Final answer:
To determine the domain and range of the function y(x) = (3x - 21) / (3x^2 - 20x - 7), we must factor, find the points of discontinuity, and identify asymptotes. The domain excludes x = -1/3 and x = 7. The range includes all real numbers.
Step-by-step explanation:
Steps to Find the Domain and Range of the Rational Function
To find the domain and range of the given rational function
we will perform the following steps:
- Factor the numerator and denominator: The numerator can be factored as 3(x - 7). Factoring the denominator will require finding two numbers that multiply to give -21 (since 3*(-7)=-21) and add to give -20, resulting in (3x + 1)(x - 7).
- Determine the point of discontinuity if it exists: The points of discontinuity are where the denominator equals zero. Set the denominator equal to zero and solve for x, which gives us x = -1/3 and x = 7.
- Determine vertical asymptote: The vertical asymptotes are x = -1/3 and x = 7, where the denominator is zero and the function is undefined.

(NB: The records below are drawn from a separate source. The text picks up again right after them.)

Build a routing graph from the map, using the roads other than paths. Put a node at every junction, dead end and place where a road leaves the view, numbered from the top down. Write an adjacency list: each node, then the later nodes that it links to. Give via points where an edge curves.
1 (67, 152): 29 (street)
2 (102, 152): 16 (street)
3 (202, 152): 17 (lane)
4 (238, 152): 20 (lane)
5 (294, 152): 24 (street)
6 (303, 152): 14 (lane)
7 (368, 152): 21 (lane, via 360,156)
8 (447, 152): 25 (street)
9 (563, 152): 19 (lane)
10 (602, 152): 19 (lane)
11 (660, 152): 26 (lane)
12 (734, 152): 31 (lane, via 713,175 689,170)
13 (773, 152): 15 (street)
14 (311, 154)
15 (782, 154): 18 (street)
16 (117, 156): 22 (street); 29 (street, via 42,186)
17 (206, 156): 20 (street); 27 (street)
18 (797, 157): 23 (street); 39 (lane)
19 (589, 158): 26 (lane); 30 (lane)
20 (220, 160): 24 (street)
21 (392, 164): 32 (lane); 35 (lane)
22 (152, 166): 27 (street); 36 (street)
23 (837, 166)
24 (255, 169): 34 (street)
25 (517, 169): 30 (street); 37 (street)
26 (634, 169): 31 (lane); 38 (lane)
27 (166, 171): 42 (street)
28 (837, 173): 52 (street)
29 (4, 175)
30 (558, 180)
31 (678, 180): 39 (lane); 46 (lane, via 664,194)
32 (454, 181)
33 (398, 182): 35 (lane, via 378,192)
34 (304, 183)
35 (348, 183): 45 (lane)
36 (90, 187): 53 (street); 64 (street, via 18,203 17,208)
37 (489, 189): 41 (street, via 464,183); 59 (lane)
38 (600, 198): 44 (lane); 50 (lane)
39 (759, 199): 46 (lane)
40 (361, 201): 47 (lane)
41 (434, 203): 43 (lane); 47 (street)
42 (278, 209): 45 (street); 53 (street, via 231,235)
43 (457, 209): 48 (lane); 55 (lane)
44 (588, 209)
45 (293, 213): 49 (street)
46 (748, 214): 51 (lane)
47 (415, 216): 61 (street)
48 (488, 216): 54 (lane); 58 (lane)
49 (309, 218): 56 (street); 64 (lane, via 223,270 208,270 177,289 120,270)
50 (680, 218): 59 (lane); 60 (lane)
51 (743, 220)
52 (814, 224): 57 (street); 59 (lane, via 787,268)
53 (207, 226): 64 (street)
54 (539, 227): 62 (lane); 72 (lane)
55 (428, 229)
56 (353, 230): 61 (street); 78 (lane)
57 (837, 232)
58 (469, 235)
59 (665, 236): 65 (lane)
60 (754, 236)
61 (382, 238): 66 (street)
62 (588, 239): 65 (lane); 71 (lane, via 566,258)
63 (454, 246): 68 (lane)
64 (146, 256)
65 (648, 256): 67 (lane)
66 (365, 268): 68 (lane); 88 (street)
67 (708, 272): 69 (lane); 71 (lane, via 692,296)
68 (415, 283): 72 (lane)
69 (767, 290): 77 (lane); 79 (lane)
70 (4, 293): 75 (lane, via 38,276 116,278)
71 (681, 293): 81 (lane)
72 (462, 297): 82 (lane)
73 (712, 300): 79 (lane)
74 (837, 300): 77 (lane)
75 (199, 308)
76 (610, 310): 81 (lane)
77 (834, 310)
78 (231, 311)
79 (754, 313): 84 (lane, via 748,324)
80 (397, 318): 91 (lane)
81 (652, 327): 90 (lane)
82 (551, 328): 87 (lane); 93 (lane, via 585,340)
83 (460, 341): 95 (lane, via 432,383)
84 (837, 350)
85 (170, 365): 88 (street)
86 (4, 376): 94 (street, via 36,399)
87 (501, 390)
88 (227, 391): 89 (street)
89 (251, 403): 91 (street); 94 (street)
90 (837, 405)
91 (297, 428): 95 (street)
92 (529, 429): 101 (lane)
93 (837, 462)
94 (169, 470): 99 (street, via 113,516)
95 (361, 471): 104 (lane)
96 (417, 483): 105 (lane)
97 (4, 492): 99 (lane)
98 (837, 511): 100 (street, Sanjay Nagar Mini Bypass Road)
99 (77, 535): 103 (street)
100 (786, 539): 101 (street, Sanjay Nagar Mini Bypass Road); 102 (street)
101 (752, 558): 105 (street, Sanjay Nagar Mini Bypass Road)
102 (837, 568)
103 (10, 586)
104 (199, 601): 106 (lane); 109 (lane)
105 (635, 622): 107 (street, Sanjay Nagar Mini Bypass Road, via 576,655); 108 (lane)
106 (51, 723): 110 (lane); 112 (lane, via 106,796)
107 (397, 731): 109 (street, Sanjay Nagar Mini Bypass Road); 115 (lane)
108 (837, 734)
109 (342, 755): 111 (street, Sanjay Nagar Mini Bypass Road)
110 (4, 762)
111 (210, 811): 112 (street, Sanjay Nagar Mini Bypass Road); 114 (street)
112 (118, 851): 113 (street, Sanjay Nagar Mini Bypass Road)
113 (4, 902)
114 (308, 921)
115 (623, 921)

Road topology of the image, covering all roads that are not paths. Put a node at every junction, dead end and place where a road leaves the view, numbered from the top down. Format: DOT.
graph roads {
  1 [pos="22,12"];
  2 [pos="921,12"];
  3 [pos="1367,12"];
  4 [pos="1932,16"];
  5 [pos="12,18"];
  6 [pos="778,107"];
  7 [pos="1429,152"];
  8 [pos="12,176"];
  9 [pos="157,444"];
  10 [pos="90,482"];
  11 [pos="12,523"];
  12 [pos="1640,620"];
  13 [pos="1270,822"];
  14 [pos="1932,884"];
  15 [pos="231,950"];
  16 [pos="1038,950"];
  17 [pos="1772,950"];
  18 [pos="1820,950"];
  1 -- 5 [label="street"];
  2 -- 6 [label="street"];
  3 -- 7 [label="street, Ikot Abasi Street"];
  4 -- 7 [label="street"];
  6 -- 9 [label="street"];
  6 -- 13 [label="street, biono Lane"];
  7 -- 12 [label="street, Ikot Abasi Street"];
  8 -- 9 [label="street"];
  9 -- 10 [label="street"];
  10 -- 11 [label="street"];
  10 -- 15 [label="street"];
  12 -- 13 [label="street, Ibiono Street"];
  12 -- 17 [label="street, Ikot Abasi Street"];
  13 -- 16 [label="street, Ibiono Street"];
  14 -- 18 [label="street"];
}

- Determine horizontal asymptote: Since the highest power of the terms in the numerator and denominator are the same, the horizontal asymptote is the ratio of the leading coefficients, which is y = 0.
- Describe the domain in a complete sentence: The domain of the function is all real numbers except x = -1/3 and x = 7.
- Write domain in set notation: The domain in set notation is x ≠ -1/3, x ≠ 7.
- Write domain in inequality notation: The domain in inequality notation is x ≠ -1/3 and x ≠ 7.
- Write domain in interval notation: The domain in interval notation is (-∞, -1/3) ∪ (-1/3, 7) ∪ (7, +∞).
- Describe the range in a complete sentence: The range of the function is all real numbers because there is no restriction on the possible values of y.
- Write range in set notation: The range in set notation is {y ∈ ℝ}.
- Write range in inequality notation: The range in inequality notation is -∞ < y < +∞.
- Write range in interval notation: The range in interval notation is (-∞, +∞).